=== Section Start ===

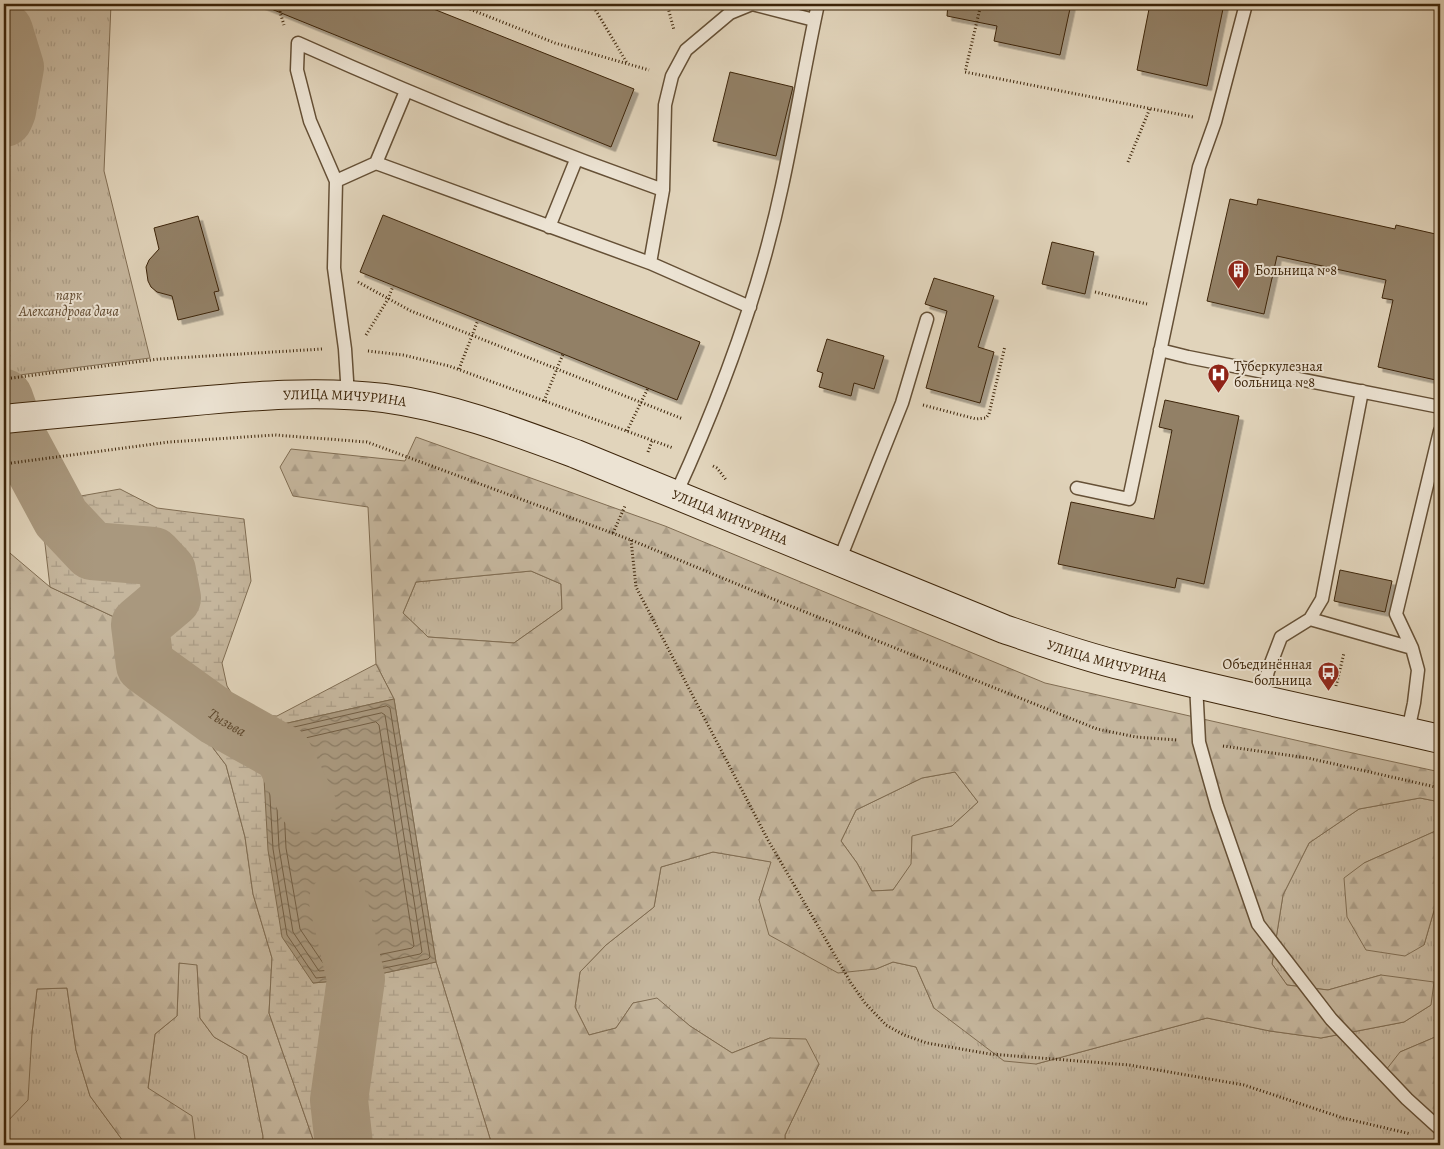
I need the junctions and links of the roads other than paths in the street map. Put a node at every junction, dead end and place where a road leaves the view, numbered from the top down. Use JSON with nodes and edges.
{"nodes":[{"id":1,"x":818,"y":4,"type":"edge"},
{"id":2,"x":1246,"y":4,"type":"edge"},
{"id":3,"x":814,"y":20,"type":"junction"},
{"id":4,"x":406,"y":91,"type":"junction"},
{"id":5,"x":576,"y":160,"type":"junction"},
{"id":6,"x":376,"y":163,"type":"junction"},
{"id":7,"x":336,"y":181,"type":"junction"},
{"id":8,"x":663,"y":190,"type":"junction"},
{"id":9,"x":549,"y":227,"type":"junction"},
{"id":10,"x":650,"y":263,"type":"junction"},
{"id":11,"x":750,"y":307,"type":"junction"},
{"id":12,"x":927,"y":319,"type":"dead end"},
{"id":13,"x":1160,"y":350,"type":"junction"},
{"id":14,"x":1362,"y":391,"type":"junction"},
{"id":15,"x":348,"y":396,"type":"junction"},
{"id":16,"x":1440,"y":407,"type":"edge"},
{"id":17,"x":4,"y":419,"type":"edge"},
{"id":18,"x":1440,"y":431,"type":"edge"},
{"id":19,"x":1077,"y":488,"type":"dead end"},
{"id":20,"x":676,"y":494,"type":"junction"},
{"id":21,"x":839,"y":561,"type":"junction"},
{"id":22,"x":1310,"y":619,"type":"junction"},
{"id":23,"x":1412,"y":648,"type":"junction"},
{"id":24,"x":1196,"y":684,"type":"junction"},
{"id":25,"x":1262,"y":698,"type":"junction"},
{"id":26,"x":1408,"y":731,"type":"junction"},
{"id":27,"x":1440,"y":739,"type":"edge"},
{"id":28,"x":1440,"y":1129,"type":"edge"}],
"edges":[{"from":1,"to":3,"type":"lane"},
{"from":2,"to":13,"type":"lane"},
{"from":3,"to":8,"type":"lane"},
{"from":3,"to":11,"type":"lane"},
{"from":4,"to":5,"type":"lane"},
{"from":4,"to":6,"type":"lane"},
{"from":4,"to":7,"type":"lane"},
{"from":5,"to":8,"type":"lane"},
{"from":5,"to":9,"type":"lane"},
{"from":6,"to":7,"type":"lane"},
{"from":6,"to":9,"type":"lane"},
{"from":7,"to":15,"type":"lane"},
{"from":8,"to":10,"type":"lane"},
{"from":9,"to":10,"type":"lane"},
{"from":10,"to":11,"type":"lane"},
{"from":11,"to":20,"type":"lane"},
{"from":12,"to":21,"type":"lane"},
{"from":13,"to":14,"type":"lane"},
{"from":13,"to":19,"type":"lane"},
{"from":14,"to":16,"type":"lane"},
{"from":14,"to":22,"type":"lane"},
{"from":15,"to":17,"type":"main road","name":"УЛИЦА МИЧУРИНА"},
{"from":15,"to":20,"type":"main road","name":"УЛИЦА МИЧУРИНА"},
{"from":18,"to":23,"type":"lane"},
{"from":20,"to":21,"type":"main road","name":"УЛИЦА МИЧУРИНА"},
{"from":21,"to":24,"type":"main road","name":"УЛИЦА МИЧУРИНА"},
{"from":22,"to":23,"type":"lane"},
{"from":22,"to":25,"type":"lane"},
{"from":23,"to":26,"type":"lane"},
{"from":24,"to":25,"type":"main road","name":"УЛИЦА МИЧУРИНА"},
{"from":24,"to":28,"type":"lane"},
{"from":25,"to":26,"type":"main road","name":"УЛИЦА МИЧУРИНА"},
{"from":26,"to":27,"type":"main road","name":"УЛИЦА МИЧУРИНА"}]}
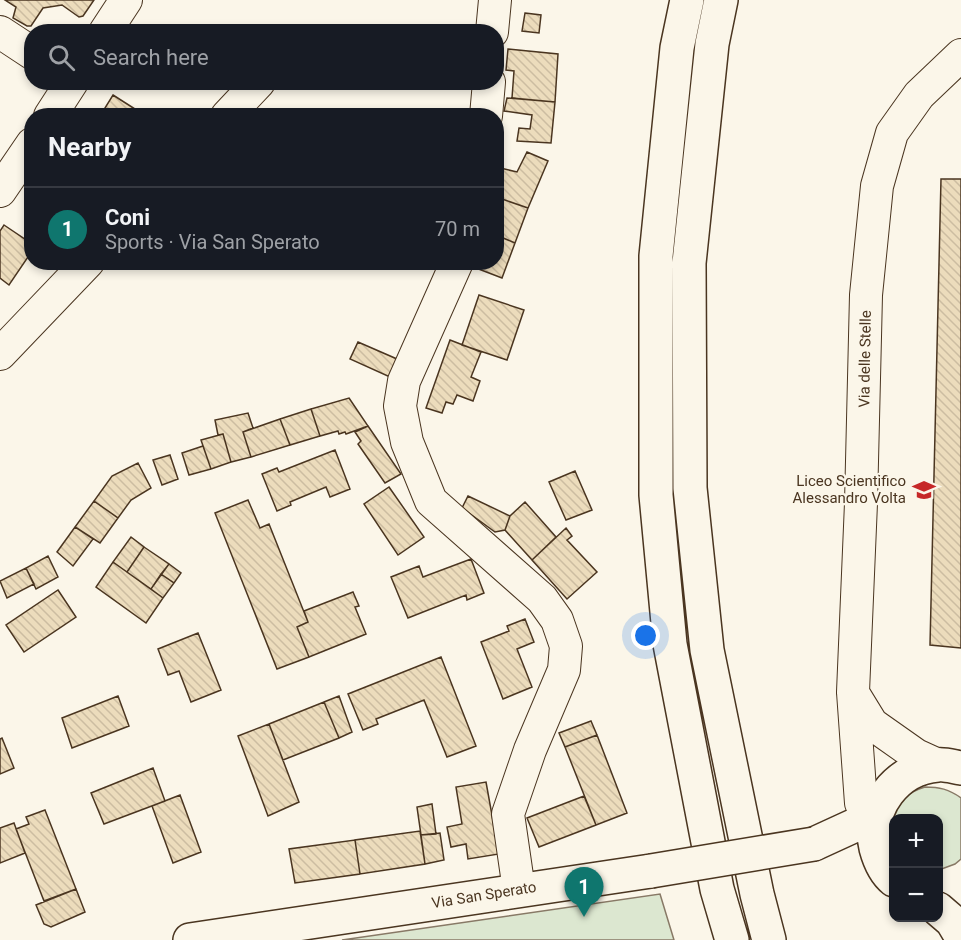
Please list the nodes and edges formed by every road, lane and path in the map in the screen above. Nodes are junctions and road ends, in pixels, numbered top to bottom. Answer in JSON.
{"nodes":[{"id":1,"x":126,"y":0,"type":"edge"},
{"id":2,"x":495,"y":0,"type":"edge"},
{"id":3,"x":687,"y":0,"type":"edge"},
{"id":4,"x":721,"y":0,"type":"edge"},
{"id":5,"x":110,"y":24,"type":"edge"},
{"id":6,"x":493,"y":24,"type":"edge"},
{"id":7,"x":0,"y":32,"type":"edge"},
{"id":8,"x":24,"y":48,"type":"edge"},
{"id":9,"x":961,"y":55,"type":"edge"},
{"id":10,"x":67,"y":90,"type":"edge"},
{"id":11,"x":252,"y":90,"type":"edge"},
{"id":12,"x":488,"y":90,"type":"edge"},
{"id":13,"x":55,"y":108,"type":"edge"},
{"id":14,"x":235,"y":108,"type":"edge"},
{"id":15,"x":487,"y":108,"type":"edge"},
{"id":16,"x":24,"y":156,"type":"edge"},
{"id":17,"x":0,"y":191,"type":"edge"},
{"id":18,"x":80,"y":270,"type":"edge"},
{"id":19,"x":453,"y":270,"type":"edge"},
{"id":20,"x":0,"y":354,"type":"edge"},
{"id":21,"x":853,"y":692,"type":"junction"},
{"id":22,"x":950,"y":766,"type":"edge"},
{"id":23,"x":875,"y":816,"type":"junction"},
{"id":24,"x":814,"y":844,"type":"junction"},
{"id":25,"x":886,"y":870,"type":"edge"},
{"id":26,"x":519,"y":890,"type":"junction"},
{"id":27,"x":961,"y":897,"type":"edge"},
{"id":28,"x":943,"y":900,"type":"edge"},
{"id":29,"x":943,"y":913,"type":"edge"},
{"id":30,"x":961,"y":936,"type":"edge"},
{"id":31,"x":190,"y":940,"type":"edge"},
{"id":32,"x":732,"y":940,"type":"edge"},
{"id":33,"x":770,"y":940,"type":"edge"}],
"edges":[{"from":1,"to":5,"type":"street"},
{"from":2,"to":6,"type":"street"},
{"from":3,"to":32,"type":"main road"},
{"from":4,"to":33,"type":"main road"},
{"from":7,"to":8,"type":"street"},
{"from":9,"to":21,"type":"street","name":"Via delle Stelle"},
{"from":10,"to":13,"type":"street"},
{"from":11,"to":14,"type":"street"},
{"from":12,"to":15,"type":"street"},
{"from":16,"to":17,"type":"street"},
{"from":18,"to":20,"type":"street"},
{"from":19,"to":26,"type":"street"},
{"from":21,"to":22,"type":"street"},
{"from":21,"to":23,"type":"street","name":"Via delle Stelle"},
{"from":22,"to":23,"type":"main road"},
{"from":23,"to":24,"type":"main road"},
{"from":23,"to":25,"type":"main road"},
{"from":24,"to":25,"type":"main road"},
{"from":24,"to":26,"type":"main road","name":"Via San Sperato","bridge":true},
{"from":26,"to":31,"type":"main road","name":"Via San Sperato"},
{"from":27,"to":28,"type":"main road"},
{"from":29,"to":30,"type":"main road"}]}
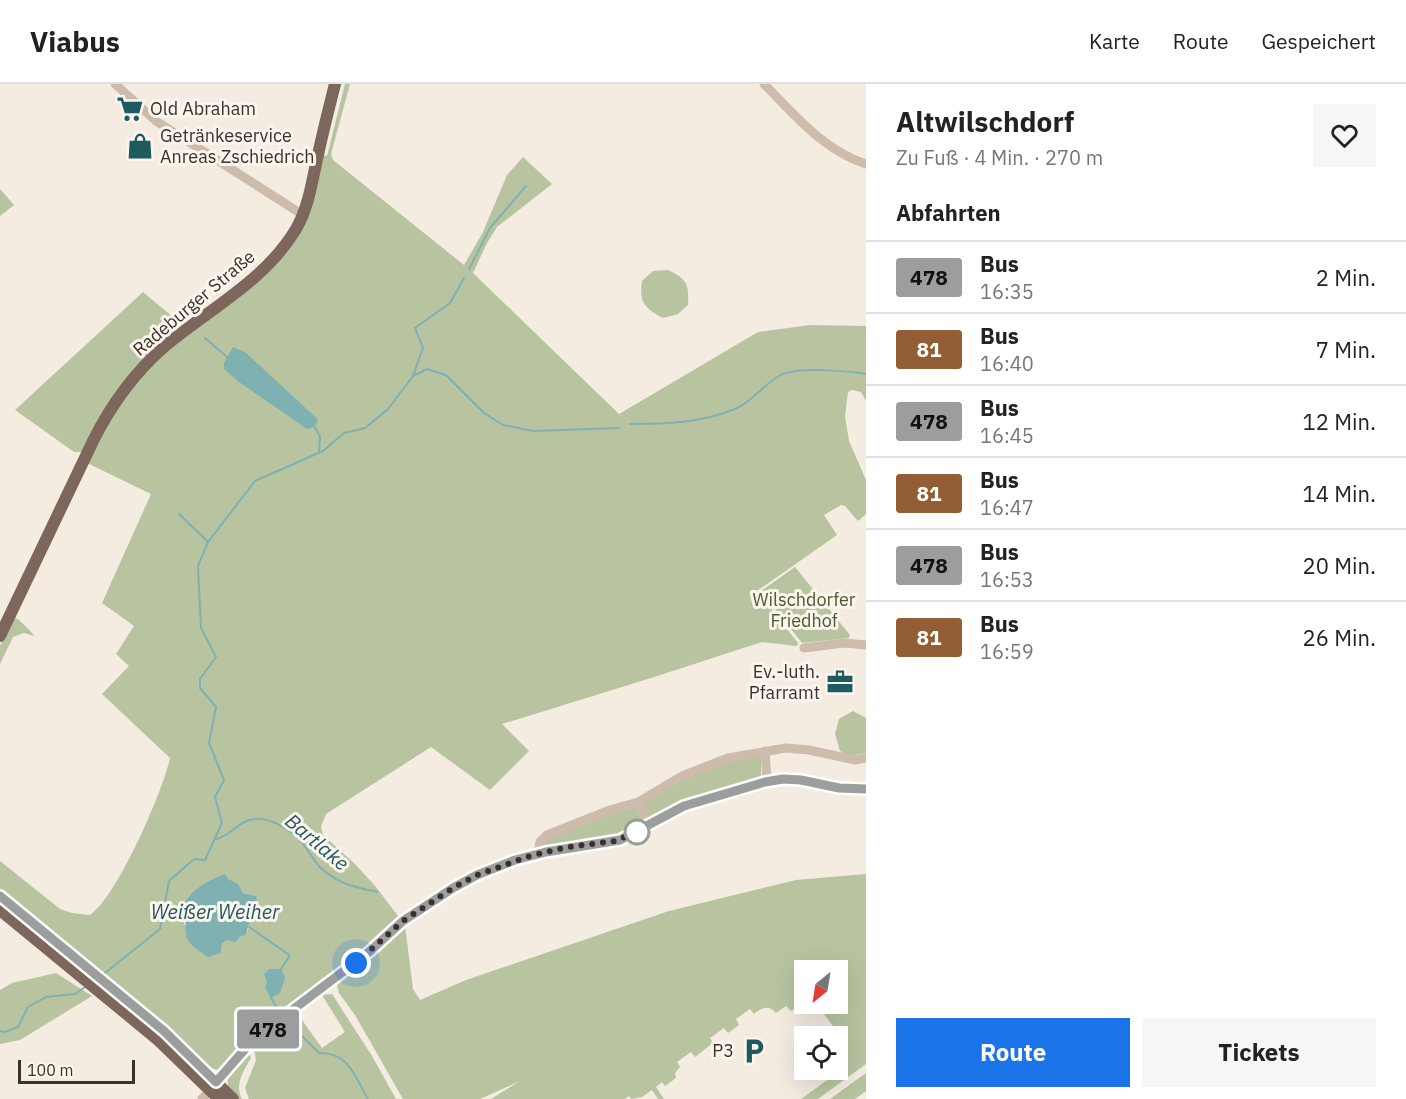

=== Section End ===

Assigned task =>
Retype every entry word for word, but do not carry over the pictures.

Answer for this exercise =>
I need the junctions and links of the roads other than paths in the street map. Put a node at every junction, dead end and place where a road leaves the view, numbered from the top down. Use JSON with nodes and edges.
{"nodes":[{"id":1,"x":818,"y":4,"type":"edge"},
{"id":2,"x":1246,"y":4,"type":"edge"},
{"id":3,"x":814,"y":20,"type":"junction"},
{"id":4,"x":406,"y":91,"type":"junction"},
{"id":5,"x":576,"y":160,"type":"junction"},
{"id":6,"x":376,"y":163,"type":"junction"},
{"id":7,"x":336,"y":181,"type":"junction"},
{"id":8,"x":663,"y":190,"type":"junction"},
{"id":9,"x":549,"y":227,"type":"junction"},
{"id":10,"x":650,"y":263,"type":"junction"},
{"id":11,"x":750,"y":307,"type":"junction"},
{"id":12,"x":927,"y":319,"type":"dead end"},
{"id":13,"x":1160,"y":350,"type":"junction"},
{"id":14,"x":1362,"y":391,"type":"junction"},
{"id":15,"x":348,"y":396,"type":"junction"},
{"id":16,"x":1440,"y":407,"type":"edge"},
{"id":17,"x":4,"y":419,"type":"edge"},
{"id":18,"x":1440,"y":431,"type":"edge"},
{"id":19,"x":1077,"y":488,"type":"dead end"},
{"id":20,"x":676,"y":494,"type":"junction"},
{"id":21,"x":839,"y":561,"type":"junction"},
{"id":22,"x":1310,"y":619,"type":"junction"},
{"id":23,"x":1412,"y":648,"type":"junction"},
{"id":24,"x":1196,"y":684,"type":"junction"},
{"id":25,"x":1262,"y":698,"type":"junction"},
{"id":26,"x":1408,"y":731,"type":"junction"},
{"id":27,"x":1440,"y":739,"type":"edge"},
{"id":28,"x":1440,"y":1129,"type":"edge"}],
"edges":[{"from":1,"to":3,"type":"lane"},
{"from":2,"to":13,"type":"lane"},
{"from":3,"to":8,"type":"lane"},
{"from":3,"to":11,"type":"lane"},
{"from":4,"to":5,"type":"lane"},
{"from":4,"to":6,"type":"lane"},
{"from":4,"to":7,"type":"lane"},
{"from":5,"to":8,"type":"lane"},
{"from":5,"to":9,"type":"lane"},
{"from":6,"to":7,"type":"lane"},
{"from":6,"to":9,"type":"lane"},
{"from":7,"to":15,"type":"lane"},
{"from":8,"to":10,"type":"lane"},
{"from":9,"to":10,"type":"lane"},
{"from":10,"to":11,"type":"lane"},
{"from":11,"to":20,"type":"lane"},
{"from":12,"to":21,"type":"lane"},
{"from":13,"to":14,"type":"lane"},
{"from":13,"to":19,"type":"lane"},
{"from":14,"to":16,"type":"lane"},
{"from":14,"to":22,"type":"lane"},
{"from":15,"to":17,"type":"main road","name":"УЛИЦА МИЧУРИНА"},
{"from":15,"to":20,"type":"main road","name":"УЛИЦА МИЧУРИНА"},
{"from":18,"to":23,"type":"lane"},
{"from":20,"to":21,"type":"main road","name":"УЛИЦА МИЧУРИНА"},
{"from":21,"to":24,"type":"main road","name":"УЛИЦА МИЧУРИНА"},
{"from":22,"to":23,"type":"lane"},
{"from":22,"to":25,"type":"lane"},
{"from":23,"to":26,"type":"lane"},
{"from":24,"to":25,"type":"main road","name":"УЛИЦА МИЧУРИНА"},
{"from":24,"to":28,"type":"lane"},
{"from":25,"to":26,"type":"main road","name":"УЛИЦА МИЧУРИНА"},
{"from":26,"to":27,"type":"main road","name":"УЛИЦА МИЧУРИНА"}]}
Please list the nodes and edges formed by every road, lane and path in the map in the screen above. Nodes are junctions and road ends, in pixels, numbered top to bottom. Answer in JSON.
{"nodes":[{"id":1,"x":126,"y":0,"type":"edge"},
{"id":2,"x":495,"y":0,"type":"edge"},
{"id":3,"x":687,"y":0,"type":"edge"},
{"id":4,"x":721,"y":0,"type":"edge"},
{"id":5,"x":110,"y":24,"type":"edge"},
{"id":6,"x":493,"y":24,"type":"edge"},
{"id":7,"x":0,"y":32,"type":"edge"},
{"id":8,"x":24,"y":48,"type":"edge"},
{"id":9,"x":961,"y":55,"type":"edge"},
{"id":10,"x":67,"y":90,"type":"edge"},
{"id":11,"x":252,"y":90,"type":"edge"},
{"id":12,"x":488,"y":90,"type":"edge"},
{"id":13,"x":55,"y":108,"type":"edge"},
{"id":14,"x":235,"y":108,"type":"edge"},
{"id":15,"x":487,"y":108,"type":"edge"},
{"id":16,"x":24,"y":156,"type":"edge"},
{"id":17,"x":0,"y":191,"type":"edge"},
{"id":18,"x":80,"y":270,"type":"edge"},
{"id":19,"x":453,"y":270,"type":"edge"},
{"id":20,"x":0,"y":354,"type":"edge"},
{"id":21,"x":853,"y":692,"type":"junction"},
{"id":22,"x":950,"y":766,"type":"edge"},
{"id":23,"x":875,"y":816,"type":"junction"},
{"id":24,"x":814,"y":844,"type":"junction"},
{"id":25,"x":886,"y":870,"type":"edge"},
{"id":26,"x":519,"y":890,"type":"junction"},
{"id":27,"x":961,"y":897,"type":"edge"},
{"id":28,"x":943,"y":900,"type":"edge"},
{"id":29,"x":943,"y":913,"type":"edge"},
{"id":30,"x":961,"y":936,"type":"edge"},
{"id":31,"x":190,"y":940,"type":"edge"},
{"id":32,"x":732,"y":940,"type":"edge"},
{"id":33,"x":770,"y":940,"type":"edge"}],
"edges":[{"from":1,"to":5,"type":"street"},
{"from":2,"to":6,"type":"street"},
{"from":3,"to":32,"type":"main road"},
{"from":4,"to":33,"type":"main road"},
{"from":7,"to":8,"type":"street"},
{"from":9,"to":21,"type":"street","name":"Via delle Stelle"},
{"from":10,"to":13,"type":"street"},
{"from":11,"to":14,"type":"street"},
{"from":12,"to":15,"type":"street"},
{"from":16,"to":17,"type":"street"},
{"from":18,"to":20,"type":"street"},
{"from":19,"to":26,"type":"street"},
{"from":21,"to":22,"type":"street"},
{"from":21,"to":23,"type":"street","name":"Via delle Stelle"},
{"from":22,"to":23,"type":"main road"},
{"from":23,"to":24,"type":"main road"},
{"from":23,"to":25,"type":"main road"},
{"from":24,"to":25,"type":"main road"},
{"from":24,"to":26,"type":"main road","name":"Via San Sperato","bridge":true},
{"from":26,"to":31,"type":"main road","name":"Via San Sperato"},
{"from":27,"to":28,"type":"main road"},
{"from":29,"to":30,"type":"main road"}]}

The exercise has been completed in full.